• **Information supplied**:
============
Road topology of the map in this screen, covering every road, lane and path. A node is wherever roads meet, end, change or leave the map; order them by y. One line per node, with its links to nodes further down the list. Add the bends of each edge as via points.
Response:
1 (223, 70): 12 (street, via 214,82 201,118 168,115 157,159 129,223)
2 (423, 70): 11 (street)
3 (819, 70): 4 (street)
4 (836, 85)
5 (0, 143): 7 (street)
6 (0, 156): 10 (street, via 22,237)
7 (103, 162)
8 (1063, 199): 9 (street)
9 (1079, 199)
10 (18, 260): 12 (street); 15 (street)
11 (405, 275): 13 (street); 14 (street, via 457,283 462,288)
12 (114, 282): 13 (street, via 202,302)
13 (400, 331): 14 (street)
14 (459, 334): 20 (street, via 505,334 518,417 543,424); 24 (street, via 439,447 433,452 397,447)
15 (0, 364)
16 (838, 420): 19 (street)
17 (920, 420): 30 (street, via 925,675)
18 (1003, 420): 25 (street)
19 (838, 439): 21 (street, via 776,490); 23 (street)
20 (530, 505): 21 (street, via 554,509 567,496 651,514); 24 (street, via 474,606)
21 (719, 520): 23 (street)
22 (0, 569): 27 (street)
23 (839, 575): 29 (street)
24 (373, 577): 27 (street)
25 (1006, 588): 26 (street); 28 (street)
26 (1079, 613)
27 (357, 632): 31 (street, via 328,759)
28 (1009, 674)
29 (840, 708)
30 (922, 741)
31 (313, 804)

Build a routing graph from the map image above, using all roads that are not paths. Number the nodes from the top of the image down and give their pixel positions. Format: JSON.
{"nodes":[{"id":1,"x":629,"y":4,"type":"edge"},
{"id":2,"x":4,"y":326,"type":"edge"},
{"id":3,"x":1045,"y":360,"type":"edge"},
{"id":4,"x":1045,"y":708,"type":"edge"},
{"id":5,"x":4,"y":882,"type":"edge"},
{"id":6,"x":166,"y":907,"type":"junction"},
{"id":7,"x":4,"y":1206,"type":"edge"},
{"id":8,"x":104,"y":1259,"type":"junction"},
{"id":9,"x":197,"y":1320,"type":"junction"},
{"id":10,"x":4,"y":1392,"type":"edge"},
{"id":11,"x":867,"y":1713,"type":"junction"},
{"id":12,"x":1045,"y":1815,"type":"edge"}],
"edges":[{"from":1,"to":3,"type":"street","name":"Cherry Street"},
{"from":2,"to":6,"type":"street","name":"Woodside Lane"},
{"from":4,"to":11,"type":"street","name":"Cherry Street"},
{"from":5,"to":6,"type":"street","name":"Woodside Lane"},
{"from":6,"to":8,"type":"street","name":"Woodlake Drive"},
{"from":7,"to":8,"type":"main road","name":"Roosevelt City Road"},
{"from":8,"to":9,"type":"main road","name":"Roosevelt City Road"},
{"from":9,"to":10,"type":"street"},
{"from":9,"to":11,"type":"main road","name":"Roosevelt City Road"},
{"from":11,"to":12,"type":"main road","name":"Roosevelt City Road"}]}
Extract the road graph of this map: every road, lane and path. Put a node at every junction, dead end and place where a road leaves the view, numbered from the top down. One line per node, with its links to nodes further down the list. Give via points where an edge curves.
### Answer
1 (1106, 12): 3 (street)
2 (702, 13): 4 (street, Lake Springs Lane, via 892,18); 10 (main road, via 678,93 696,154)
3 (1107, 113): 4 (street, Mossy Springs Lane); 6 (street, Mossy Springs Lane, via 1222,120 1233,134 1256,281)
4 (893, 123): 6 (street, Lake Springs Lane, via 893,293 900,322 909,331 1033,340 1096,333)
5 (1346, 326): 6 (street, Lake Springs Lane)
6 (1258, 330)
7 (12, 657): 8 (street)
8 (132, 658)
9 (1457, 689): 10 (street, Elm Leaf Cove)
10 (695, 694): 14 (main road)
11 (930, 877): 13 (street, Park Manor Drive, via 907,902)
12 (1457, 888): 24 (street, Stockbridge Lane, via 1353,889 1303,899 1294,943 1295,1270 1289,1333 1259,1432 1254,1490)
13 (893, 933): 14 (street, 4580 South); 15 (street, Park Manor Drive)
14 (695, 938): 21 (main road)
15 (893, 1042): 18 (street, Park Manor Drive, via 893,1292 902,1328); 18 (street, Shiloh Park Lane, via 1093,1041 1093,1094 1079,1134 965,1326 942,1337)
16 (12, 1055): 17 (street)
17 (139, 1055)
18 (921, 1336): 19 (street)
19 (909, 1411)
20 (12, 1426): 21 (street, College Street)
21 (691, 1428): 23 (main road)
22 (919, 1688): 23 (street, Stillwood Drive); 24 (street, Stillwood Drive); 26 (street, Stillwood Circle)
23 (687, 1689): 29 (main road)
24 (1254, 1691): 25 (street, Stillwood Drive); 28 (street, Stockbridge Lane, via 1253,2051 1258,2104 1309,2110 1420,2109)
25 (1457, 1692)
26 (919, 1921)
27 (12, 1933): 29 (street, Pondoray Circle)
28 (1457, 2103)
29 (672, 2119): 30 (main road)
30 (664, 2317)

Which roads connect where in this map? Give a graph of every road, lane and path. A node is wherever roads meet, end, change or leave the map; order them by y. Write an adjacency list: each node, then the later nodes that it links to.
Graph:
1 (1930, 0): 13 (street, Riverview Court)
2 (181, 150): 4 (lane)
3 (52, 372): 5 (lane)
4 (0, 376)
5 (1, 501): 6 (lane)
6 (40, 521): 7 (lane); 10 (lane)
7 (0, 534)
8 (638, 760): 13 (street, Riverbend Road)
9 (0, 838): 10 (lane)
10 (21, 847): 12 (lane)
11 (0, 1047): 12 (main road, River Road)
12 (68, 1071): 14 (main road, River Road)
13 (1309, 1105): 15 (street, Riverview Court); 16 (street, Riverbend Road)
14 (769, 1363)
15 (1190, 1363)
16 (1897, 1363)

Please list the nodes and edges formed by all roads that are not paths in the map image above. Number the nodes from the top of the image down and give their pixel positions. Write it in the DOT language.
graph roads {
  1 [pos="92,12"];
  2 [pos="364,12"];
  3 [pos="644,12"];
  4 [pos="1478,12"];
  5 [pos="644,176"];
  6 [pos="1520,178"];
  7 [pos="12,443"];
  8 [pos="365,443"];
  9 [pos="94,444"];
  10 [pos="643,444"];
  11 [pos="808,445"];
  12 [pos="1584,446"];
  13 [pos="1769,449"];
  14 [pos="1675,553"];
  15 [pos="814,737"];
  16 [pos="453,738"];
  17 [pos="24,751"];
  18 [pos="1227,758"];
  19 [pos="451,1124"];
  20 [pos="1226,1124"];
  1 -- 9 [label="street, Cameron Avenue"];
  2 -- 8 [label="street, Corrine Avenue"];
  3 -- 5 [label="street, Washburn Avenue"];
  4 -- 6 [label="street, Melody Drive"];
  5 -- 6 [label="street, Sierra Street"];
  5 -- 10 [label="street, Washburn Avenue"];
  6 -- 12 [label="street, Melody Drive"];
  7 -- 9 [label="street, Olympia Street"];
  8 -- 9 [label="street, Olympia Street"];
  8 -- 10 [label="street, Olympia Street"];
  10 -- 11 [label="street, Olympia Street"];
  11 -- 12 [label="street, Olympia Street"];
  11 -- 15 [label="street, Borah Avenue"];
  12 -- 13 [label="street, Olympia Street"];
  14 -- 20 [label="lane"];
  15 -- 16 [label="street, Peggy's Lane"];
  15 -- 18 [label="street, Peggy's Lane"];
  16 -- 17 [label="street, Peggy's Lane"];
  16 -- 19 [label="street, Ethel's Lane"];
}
============
• **Work request**: All records above are to be printed exactly, with nothing omitted.

• **Response box**:
Road topology of the map in this screen, covering every road, lane and path. A node is wherever roads meet, end, change or leave the map; order them by y. One line per node, with its links to nodes further down the list. Add the bends of each edge as via points.
Response:
1 (223, 70): 12 (street, via 214,82 201,118 168,115 157,159 129,223)
2 (423, 70): 11 (street)
3 (819, 70): 4 (street)
4 (836, 85)
5 (0, 143): 7 (street)
6 (0, 156): 10 (street, via 22,237)
7 (103, 162)
8 (1063, 199): 9 (street)
9 (1079, 199)
10 (18, 260): 12 (street); 15 (street)
11 (405, 275): 13 (street); 14 (street, via 457,283 462,288)
12 (114, 282): 13 (street, via 202,302)
13 (400, 331): 14 (street)
14 (459, 334): 20 (street, via 505,334 518,417 543,424); 24 (street, via 439,447 433,452 397,447)
15 (0, 364)
16 (838, 420): 19 (street)
17 (920, 420): 30 (street, via 925,675)
18 (1003, 420): 25 (street)
19 (838, 439): 21 (street, via 776,490); 23 (street)
20 (530, 505): 21 (street, via 554,509 567,496 651,514); 24 (street, via 474,606)
21 (719, 520): 23 (street)
22 (0, 569): 27 (street)
23 (839, 575): 29 (street)
24 (373, 577): 27 (street)
25 (1006, 588): 26 (street); 28 (street)
26 (1079, 613)
27 (357, 632): 31 (street, via 328,759)
28 (1009, 674)
29 (840, 708)
30 (922, 741)
31 (313, 804)

Build a routing graph from the map image above, using all roads that are not paths. Number the nodes from the top of the image down and give their pixel positions. Format: JSON.
{"nodes":[{"id":1,"x":629,"y":4,"type":"edge"},
{"id":2,"x":4,"y":326,"type":"edge"},
{"id":3,"x":1045,"y":360,"type":"edge"},
{"id":4,"x":1045,"y":708,"type":"edge"},
{"id":5,"x":4,"y":882,"type":"edge"},
{"id":6,"x":166,"y":907,"type":"junction"},
{"id":7,"x":4,"y":1206,"type":"edge"},
{"id":8,"x":104,"y":1259,"type":"junction"},
{"id":9,"x":197,"y":1320,"type":"junction"},
{"id":10,"x":4,"y":1392,"type":"edge"},
{"id":11,"x":867,"y":1713,"type":"junction"},
{"id":12,"x":1045,"y":1815,"type":"edge"}],
"edges":[{"from":1,"to":3,"type":"street","name":"Cherry Street"},
{"from":2,"to":6,"type":"street","name":"Woodside Lane"},
{"from":4,"to":11,"type":"street","name":"Cherry Street"},
{"from":5,"to":6,"type":"street","name":"Woodside Lane"},
{"from":6,"to":8,"type":"street","name":"Woodlake Drive"},
{"from":7,"to":8,"type":"main road","name":"Roosevelt City Road"},
{"from":8,"to":9,"type":"main road","name":"Roosevelt City Road"},
{"from":9,"to":10,"type":"street"},
{"from":9,"to":11,"type":"main road","name":"Roosevelt City Road"},
{"from":11,"to":12,"type":"main road","name":"Roosevelt City Road"}]}
Extract the road graph of this map: every road, lane and path. Put a node at every junction, dead end and place where a road leaves the view, numbered from the top down. One line per node, with its links to nodes further down the list. Give via points where an edge curves.
### Answer
1 (1106, 12): 3 (street)
2 (702, 13): 4 (street, Lake Springs Lane, via 892,18); 10 (main road, via 678,93 696,154)
3 (1107, 113): 4 (street, Mossy Springs Lane); 6 (street, Mossy Springs Lane, via 1222,120 1233,134 1256,281)
4 (893, 123): 6 (street, Lake Springs Lane, via 893,293 900,322 909,331 1033,340 1096,333)
5 (1346, 326): 6 (street, Lake Springs Lane)
6 (1258, 330)
7 (12, 657): 8 (street)
8 (132, 658)
9 (1457, 689): 10 (street, Elm Leaf Cove)
10 (695, 694): 14 (main road)
11 (930, 877): 13 (street, Park Manor Drive, via 907,902)
12 (1457, 888): 24 (street, Stockbridge Lane, via 1353,889 1303,899 1294,943 1295,1270 1289,1333 1259,1432 1254,1490)
13 (893, 933): 14 (street, 4580 South); 15 (street, Park Manor Drive)
14 (695, 938): 21 (main road)
15 (893, 1042): 18 (street, Park Manor Drive, via 893,1292 902,1328); 18 (street, Shiloh Park Lane, via 1093,1041 1093,1094 1079,1134 965,1326 942,1337)
16 (12, 1055): 17 (street)
17 (139, 1055)
18 (921, 1336): 19 (street)
19 (909, 1411)
20 (12, 1426): 21 (street, College Street)
21 (691, 1428): 23 (main road)
22 (919, 1688): 23 (street, Stillwood Drive); 24 (street, Stillwood Drive); 26 (street, Stillwood Circle)
23 (687, 1689): 29 (main road)
24 (1254, 1691): 25 (street, Stillwood Drive); 28 (street, Stockbridge Lane, via 1253,2051 1258,2104 1309,2110 1420,2109)
25 (1457, 1692)
26 (919, 1921)
27 (12, 1933): 29 (street, Pondoray Circle)
28 (1457, 2103)
29 (672, 2119): 30 (main road)
30 (664, 2317)

Which roads connect where in this map? Give a graph of every road, lane and path. A node is wherever roads meet, end, change or leave the map; order them by y. Write an adjacency list: each node, then the later nodes that it links to.
Graph:
1 (1930, 0): 13 (street, Riverview Court)
2 (181, 150): 4 (lane)
3 (52, 372): 5 (lane)
4 (0, 376)
5 (1, 501): 6 (lane)
6 (40, 521): 7 (lane); 10 (lane)
7 (0, 534)
8 (638, 760): 13 (street, Riverbend Road)
9 (0, 838): 10 (lane)
10 (21, 847): 12 (lane)
11 (0, 1047): 12 (main road, River Road)
12 (68, 1071): 14 (main road, River Road)
13 (1309, 1105): 15 (street, Riverview Court); 16 (street, Riverbend Road)
14 (769, 1363)
15 (1190, 1363)
16 (1897, 1363)

Please list the nodes and edges formed by all roads that are not paths in the map image above. Number the nodes from the top of the image down and give their pixel positions. Write it in the DOT language.
graph roads {
  1 [pos="92,12"];
  2 [pos="364,12"];
  3 [pos="644,12"];
  4 [pos="1478,12"];
  5 [pos="644,176"];
  6 [pos="1520,178"];
  7 [pos="12,443"];
  8 [pos="365,443"];
  9 [pos="94,444"];
  10 [pos="643,444"];
  11 [pos="808,445"];
  12 [pos="1584,446"];
  13 [pos="1769,449"];
  14 [pos="1675,553"];
  15 [pos="814,737"];
  16 [pos="453,738"];
  17 [pos="24,751"];
  18 [pos="1227,758"];
  19 [pos="451,1124"];
  20 [pos="1226,1124"];
  1 -- 9 [label="street, Cameron Avenue"];
  2 -- 8 [label="street, Corrine Avenue"];
  3 -- 5 [label="street, Washburn Avenue"];
  4 -- 6 [label="street, Melody Drive"];
  5 -- 6 [label="street, Sierra Street"];
  5 -- 10 [label="street, Washburn Avenue"];
  6 -- 12 [label="street, Melody Drive"];
  7 -- 9 [label="street, Olympia Street"];
  8 -- 9 [label="street, Olympia Street"];
  8 -- 10 [label="street, Olympia Street"];
  10 -- 11 [label="street, Olympia Street"];
  11 -- 12 [label="street, Olympia Street"];
  11 -- 15 [label="street, Borah Avenue"];
  12 -- 13 [label="street, Olympia Street"];
  14 -- 20 [label="lane"];
  15 -- 16 [label="street, Peggy's Lane"];
  15 -- 18 [label="street, Peggy's Lane"];
  16 -- 17 [label="street, Peggy's Lane"];
  16 -- 19 [label="street, Ethel's Lane"];
}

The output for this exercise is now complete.